■ ASSIGNMENT ■
Restate word for word the entries below, starting at the line with "middle dip: (135, 80)" and ending at the line with "middle dip: (489, 424)". Keep both end lines and omit the pictures.

======== EXTRACTED DATA ========

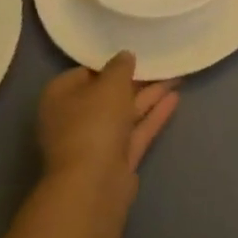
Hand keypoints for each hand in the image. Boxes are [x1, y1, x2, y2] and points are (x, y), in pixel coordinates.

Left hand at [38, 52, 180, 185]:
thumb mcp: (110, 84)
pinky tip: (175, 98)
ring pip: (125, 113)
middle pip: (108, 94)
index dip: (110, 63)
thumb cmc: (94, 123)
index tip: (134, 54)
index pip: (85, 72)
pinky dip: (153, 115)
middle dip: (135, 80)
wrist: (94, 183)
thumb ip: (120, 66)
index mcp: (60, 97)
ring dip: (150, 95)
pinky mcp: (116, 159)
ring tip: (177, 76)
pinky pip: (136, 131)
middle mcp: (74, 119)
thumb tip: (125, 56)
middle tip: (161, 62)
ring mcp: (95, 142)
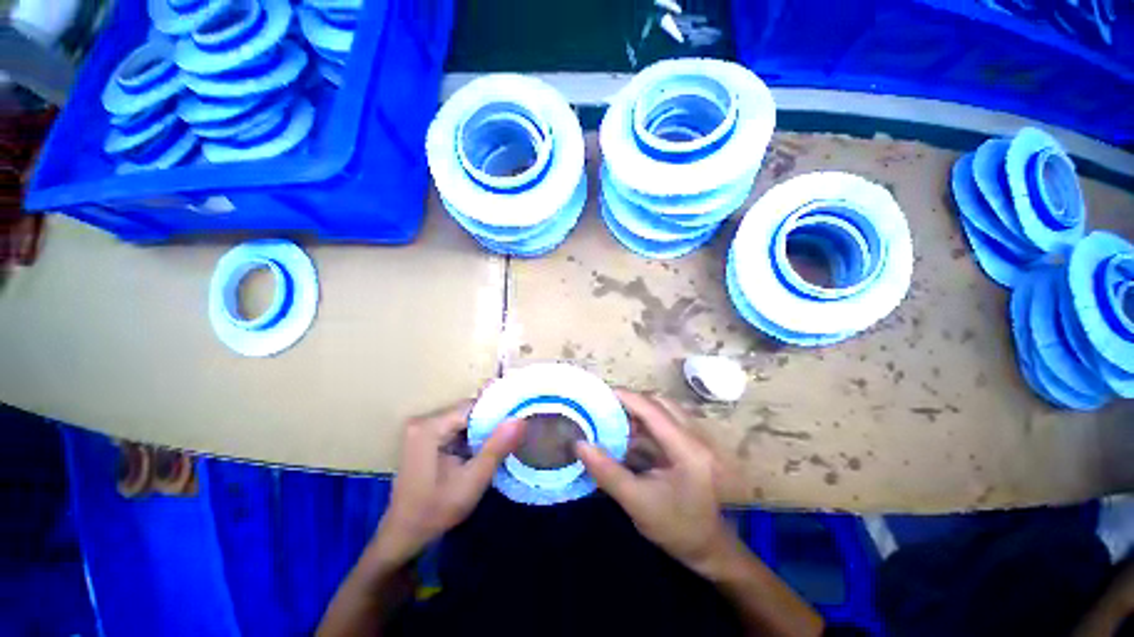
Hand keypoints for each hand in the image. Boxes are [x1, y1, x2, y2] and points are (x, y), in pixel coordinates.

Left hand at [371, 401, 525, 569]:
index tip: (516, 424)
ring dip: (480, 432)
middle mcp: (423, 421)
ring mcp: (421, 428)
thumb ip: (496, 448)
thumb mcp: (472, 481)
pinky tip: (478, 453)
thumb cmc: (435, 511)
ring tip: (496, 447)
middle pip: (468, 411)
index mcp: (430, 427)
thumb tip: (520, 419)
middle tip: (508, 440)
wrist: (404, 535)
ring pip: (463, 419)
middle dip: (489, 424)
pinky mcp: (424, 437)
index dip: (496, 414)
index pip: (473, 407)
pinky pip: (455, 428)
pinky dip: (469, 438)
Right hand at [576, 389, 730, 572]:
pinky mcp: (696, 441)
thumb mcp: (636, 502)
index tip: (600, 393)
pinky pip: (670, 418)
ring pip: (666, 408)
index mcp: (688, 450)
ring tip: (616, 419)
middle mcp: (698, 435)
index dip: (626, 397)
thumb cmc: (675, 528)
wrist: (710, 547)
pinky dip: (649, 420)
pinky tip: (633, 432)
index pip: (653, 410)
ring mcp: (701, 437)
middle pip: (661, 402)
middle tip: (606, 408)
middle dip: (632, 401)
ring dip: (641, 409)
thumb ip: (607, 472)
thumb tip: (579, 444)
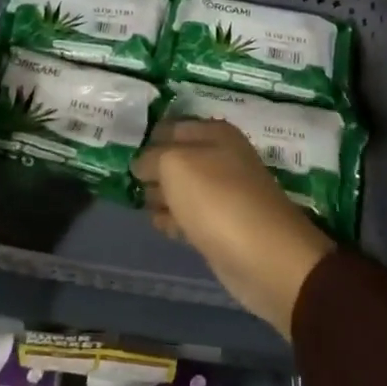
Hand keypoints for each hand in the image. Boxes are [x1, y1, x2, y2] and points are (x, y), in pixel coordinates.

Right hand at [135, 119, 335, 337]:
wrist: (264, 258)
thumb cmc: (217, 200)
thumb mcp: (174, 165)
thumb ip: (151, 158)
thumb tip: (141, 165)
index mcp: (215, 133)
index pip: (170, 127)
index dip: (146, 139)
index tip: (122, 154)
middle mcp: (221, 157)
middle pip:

========
======== EXTRACTED DATA ========

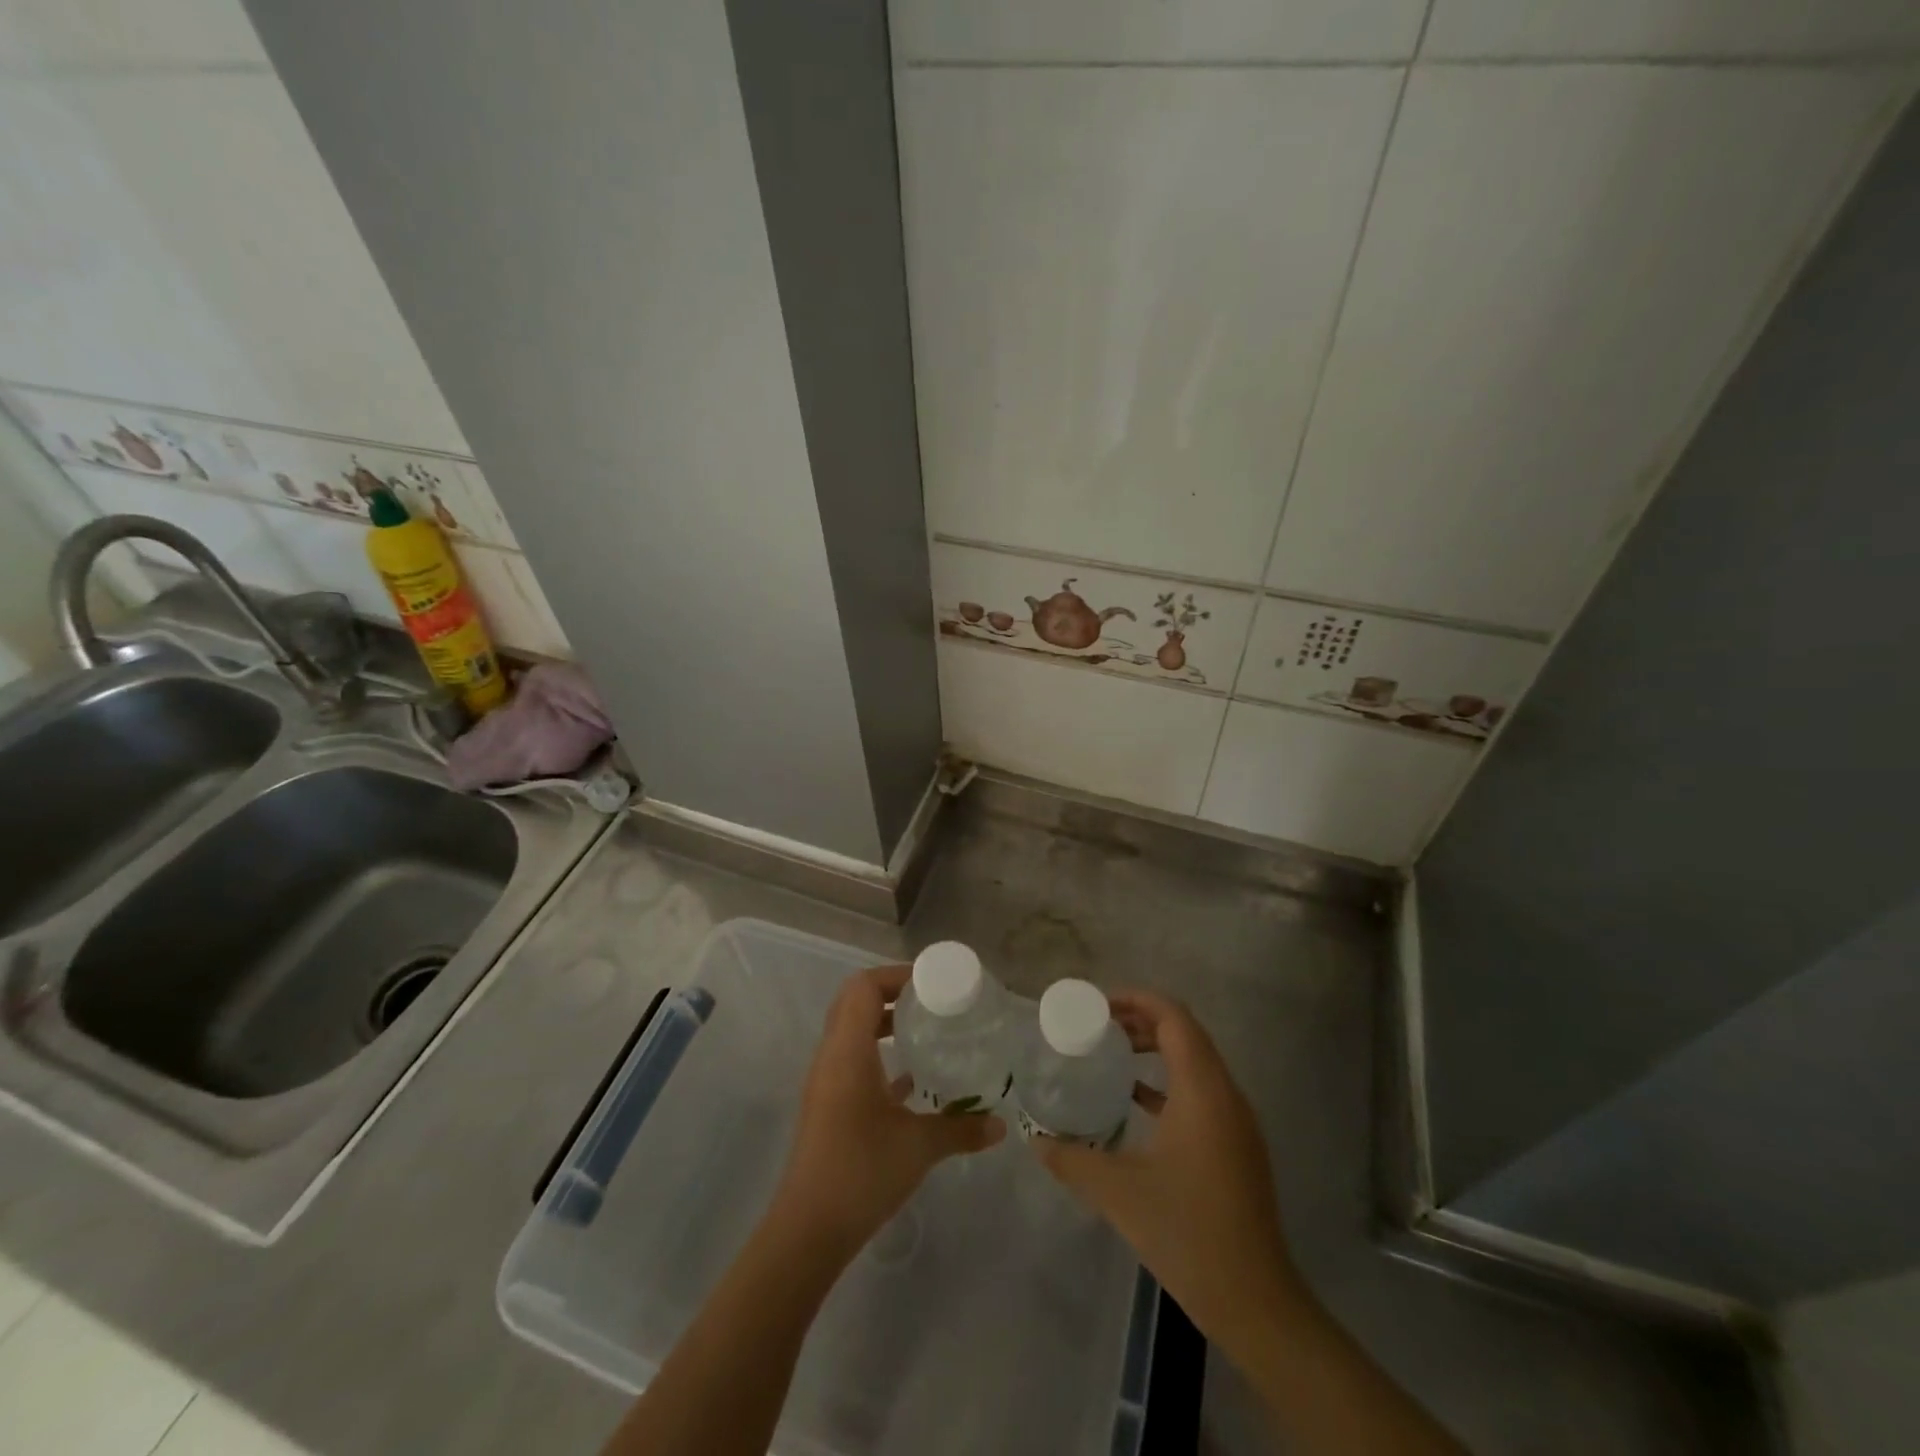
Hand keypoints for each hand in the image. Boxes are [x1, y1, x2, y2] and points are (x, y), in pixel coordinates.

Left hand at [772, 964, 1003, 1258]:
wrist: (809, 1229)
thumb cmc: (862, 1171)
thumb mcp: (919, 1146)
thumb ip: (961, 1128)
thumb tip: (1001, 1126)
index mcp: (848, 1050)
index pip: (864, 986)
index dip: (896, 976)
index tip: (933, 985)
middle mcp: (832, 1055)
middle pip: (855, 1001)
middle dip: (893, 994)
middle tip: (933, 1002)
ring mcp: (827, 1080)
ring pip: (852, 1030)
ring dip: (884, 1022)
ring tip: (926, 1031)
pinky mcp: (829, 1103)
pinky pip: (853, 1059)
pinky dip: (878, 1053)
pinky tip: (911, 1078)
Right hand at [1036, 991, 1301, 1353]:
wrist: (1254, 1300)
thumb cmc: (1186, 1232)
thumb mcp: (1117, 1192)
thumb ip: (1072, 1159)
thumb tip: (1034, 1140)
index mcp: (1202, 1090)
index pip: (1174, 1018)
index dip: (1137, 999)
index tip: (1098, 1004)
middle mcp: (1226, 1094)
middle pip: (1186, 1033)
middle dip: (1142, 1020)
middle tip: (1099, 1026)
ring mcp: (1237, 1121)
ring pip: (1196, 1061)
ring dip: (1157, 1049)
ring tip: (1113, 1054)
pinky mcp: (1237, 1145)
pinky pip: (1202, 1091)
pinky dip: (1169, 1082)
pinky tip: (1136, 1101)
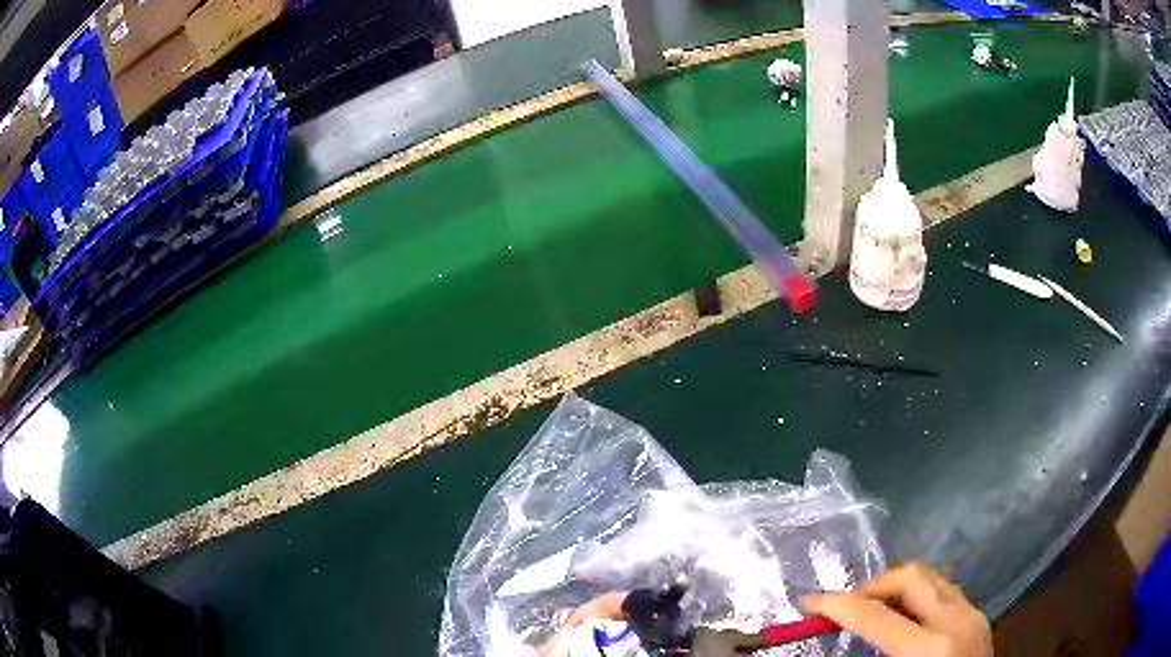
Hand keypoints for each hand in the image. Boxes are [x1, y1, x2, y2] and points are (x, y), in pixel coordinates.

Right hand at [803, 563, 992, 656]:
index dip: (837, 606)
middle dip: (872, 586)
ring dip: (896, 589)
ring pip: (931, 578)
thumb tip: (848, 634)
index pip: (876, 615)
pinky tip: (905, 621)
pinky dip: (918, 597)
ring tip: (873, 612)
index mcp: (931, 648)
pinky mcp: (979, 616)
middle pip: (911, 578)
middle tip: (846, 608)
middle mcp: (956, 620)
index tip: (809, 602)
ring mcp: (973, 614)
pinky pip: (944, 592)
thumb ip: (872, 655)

========
======== EXTRACTED DATA ========

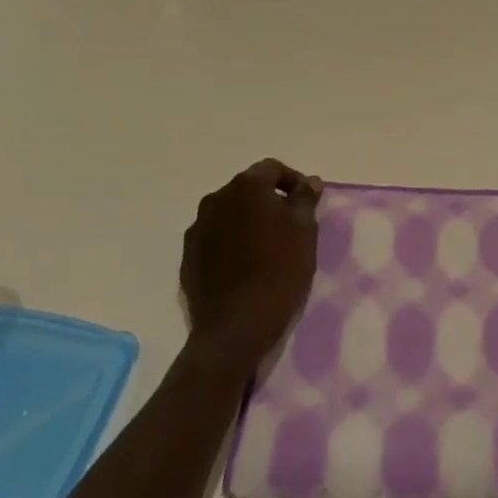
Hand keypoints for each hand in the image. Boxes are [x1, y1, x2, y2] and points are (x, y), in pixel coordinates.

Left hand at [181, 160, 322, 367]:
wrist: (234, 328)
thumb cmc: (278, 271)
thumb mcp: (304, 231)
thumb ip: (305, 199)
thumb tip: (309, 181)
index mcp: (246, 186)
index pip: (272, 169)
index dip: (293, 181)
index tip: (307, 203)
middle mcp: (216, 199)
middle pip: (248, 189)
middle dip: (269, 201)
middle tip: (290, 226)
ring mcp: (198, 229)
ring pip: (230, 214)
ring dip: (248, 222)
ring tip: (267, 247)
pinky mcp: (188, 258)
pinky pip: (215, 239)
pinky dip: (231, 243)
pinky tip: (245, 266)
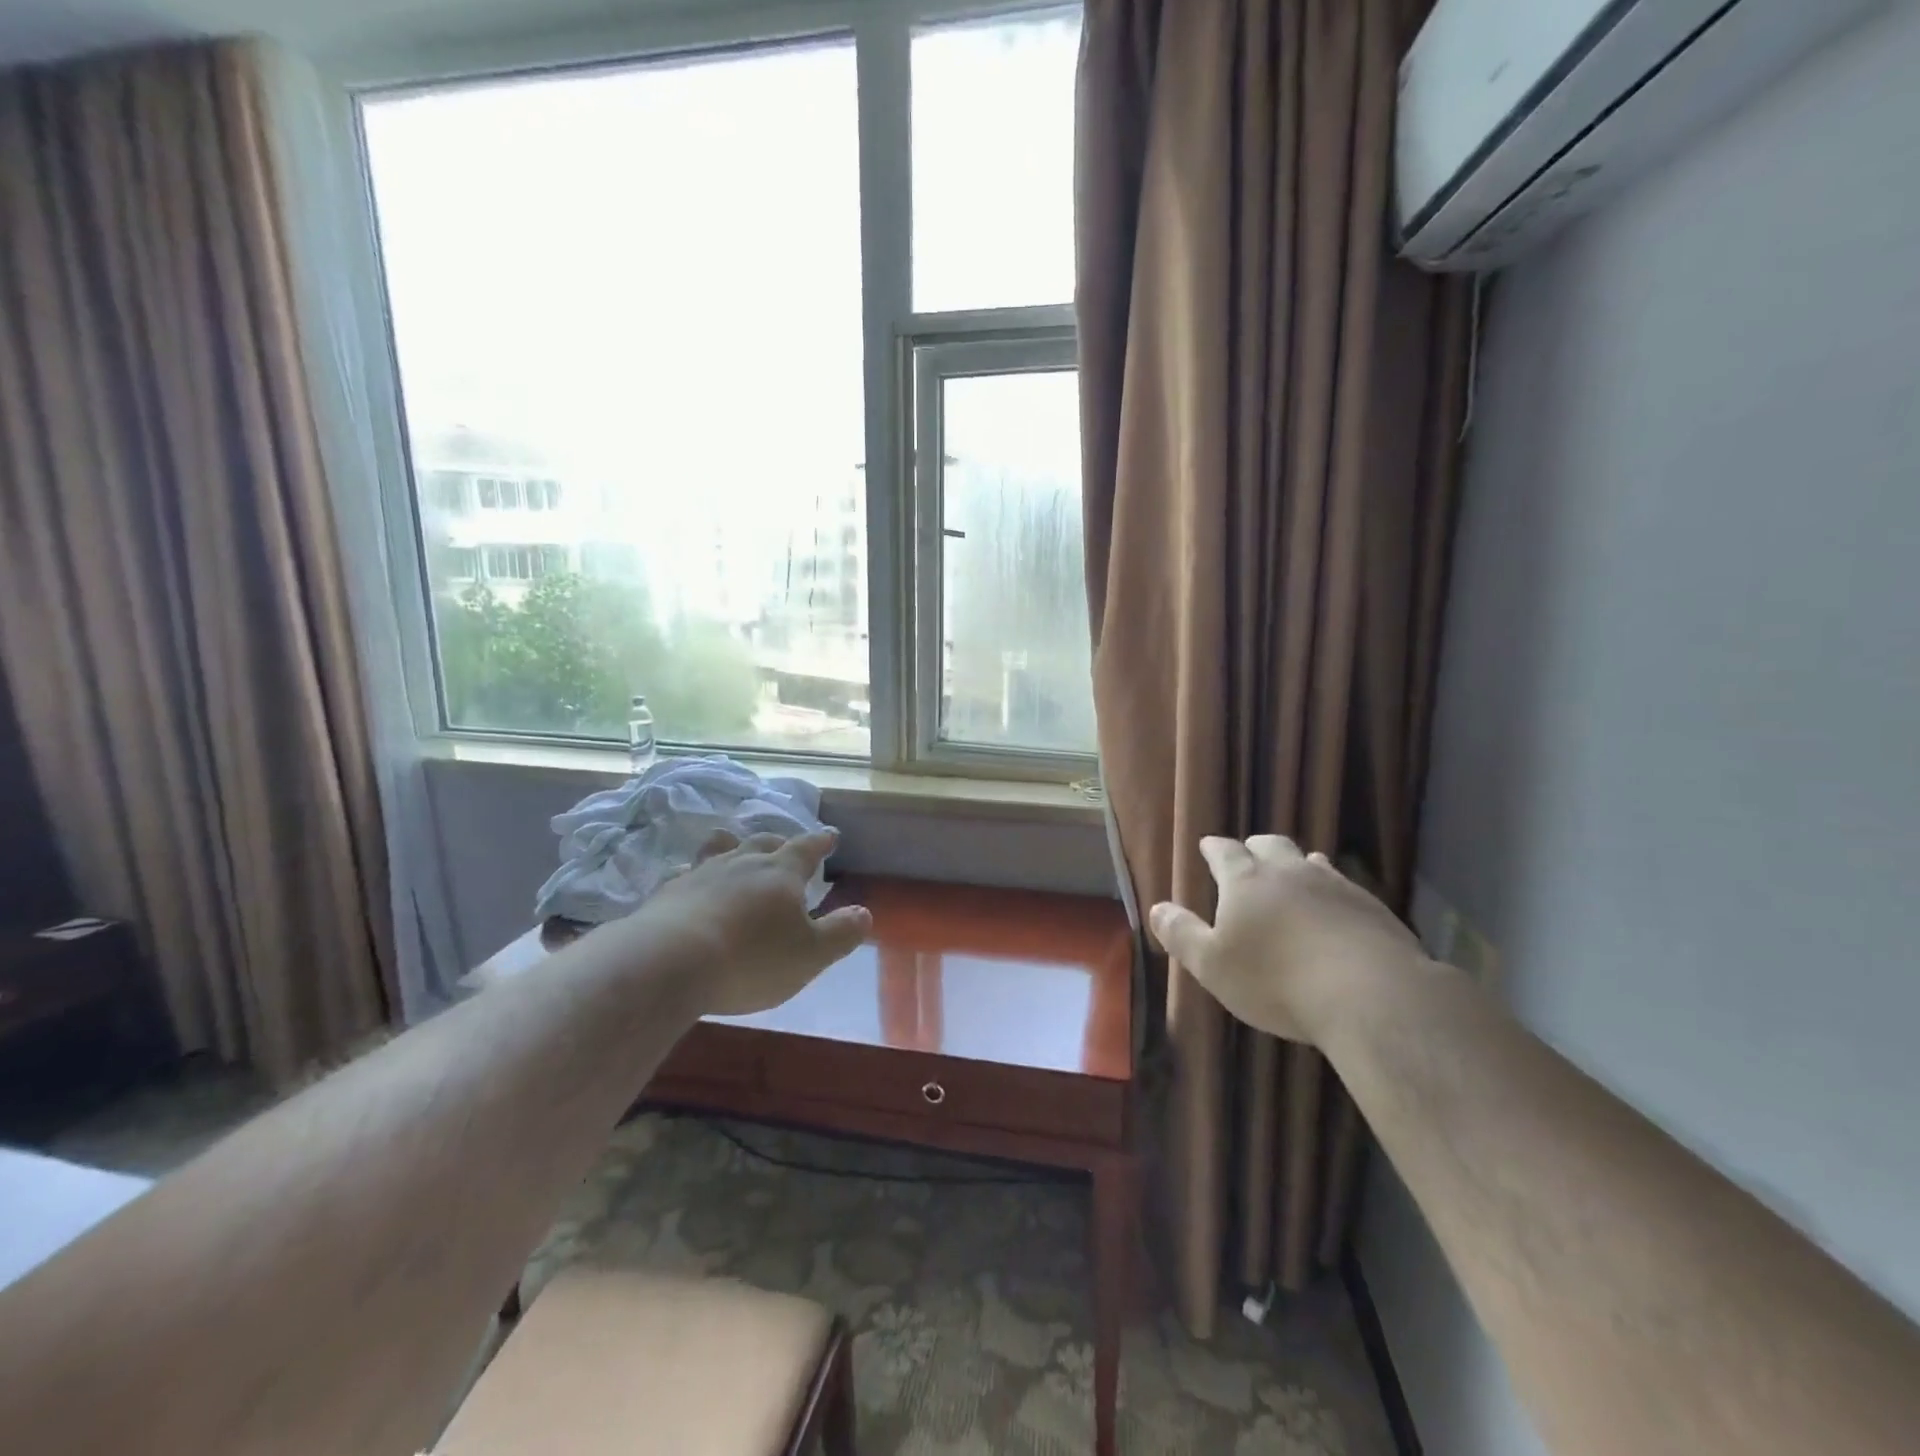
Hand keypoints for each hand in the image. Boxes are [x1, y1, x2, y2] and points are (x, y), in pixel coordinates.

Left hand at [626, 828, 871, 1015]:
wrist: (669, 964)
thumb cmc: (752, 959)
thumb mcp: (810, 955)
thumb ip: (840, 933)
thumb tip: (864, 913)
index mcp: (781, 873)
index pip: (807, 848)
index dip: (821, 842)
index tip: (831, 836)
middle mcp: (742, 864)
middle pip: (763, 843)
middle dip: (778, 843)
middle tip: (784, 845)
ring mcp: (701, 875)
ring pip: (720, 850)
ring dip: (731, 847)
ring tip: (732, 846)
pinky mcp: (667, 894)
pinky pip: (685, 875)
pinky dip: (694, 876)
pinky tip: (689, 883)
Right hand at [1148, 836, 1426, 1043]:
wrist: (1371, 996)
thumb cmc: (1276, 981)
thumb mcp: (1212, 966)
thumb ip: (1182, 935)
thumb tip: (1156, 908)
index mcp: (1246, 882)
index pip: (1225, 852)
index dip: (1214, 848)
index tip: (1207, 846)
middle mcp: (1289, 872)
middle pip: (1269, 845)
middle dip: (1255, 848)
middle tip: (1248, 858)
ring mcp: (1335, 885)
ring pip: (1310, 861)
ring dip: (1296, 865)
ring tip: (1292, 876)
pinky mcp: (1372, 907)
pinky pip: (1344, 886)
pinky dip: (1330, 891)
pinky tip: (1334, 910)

========

■ YOUR SOLUTION ■
middle dip: (135, 80)
wrist: (94, 183)
thumb ip: (120, 66)
index mcp: (60, 97)
ring dip: (150, 95)
pinky mcp: (116, 159)
ring tip: (177, 76)
pinky pip: (136, 131)
middle mcp: (74, 119)
thumb tip: (125, 56)
middle tip: (161, 62)
ring mcp: (95, 142)
Hand keypoints for each hand in the image. Boxes are [x1, y1, x2, y2] and points are (x, y), in pixel coordinates.

Left hand at [371, 401, 525, 569]:
index tip: (516, 424)
ring dip: (480, 432)
middle mcp: (423, 421)
ring mcp: (421, 428)
thumb ip: (496, 448)
thumb mcp: (472, 481)
pinky tip: (478, 453)
thumb cmc: (435, 511)
ring tip: (496, 447)
middle pip: (468, 411)
index mcp: (430, 427)
thumb tip: (520, 419)
middle tip: (508, 440)
wrist: (404, 535)
ring pip: (463, 419)
middle dip: (489, 424)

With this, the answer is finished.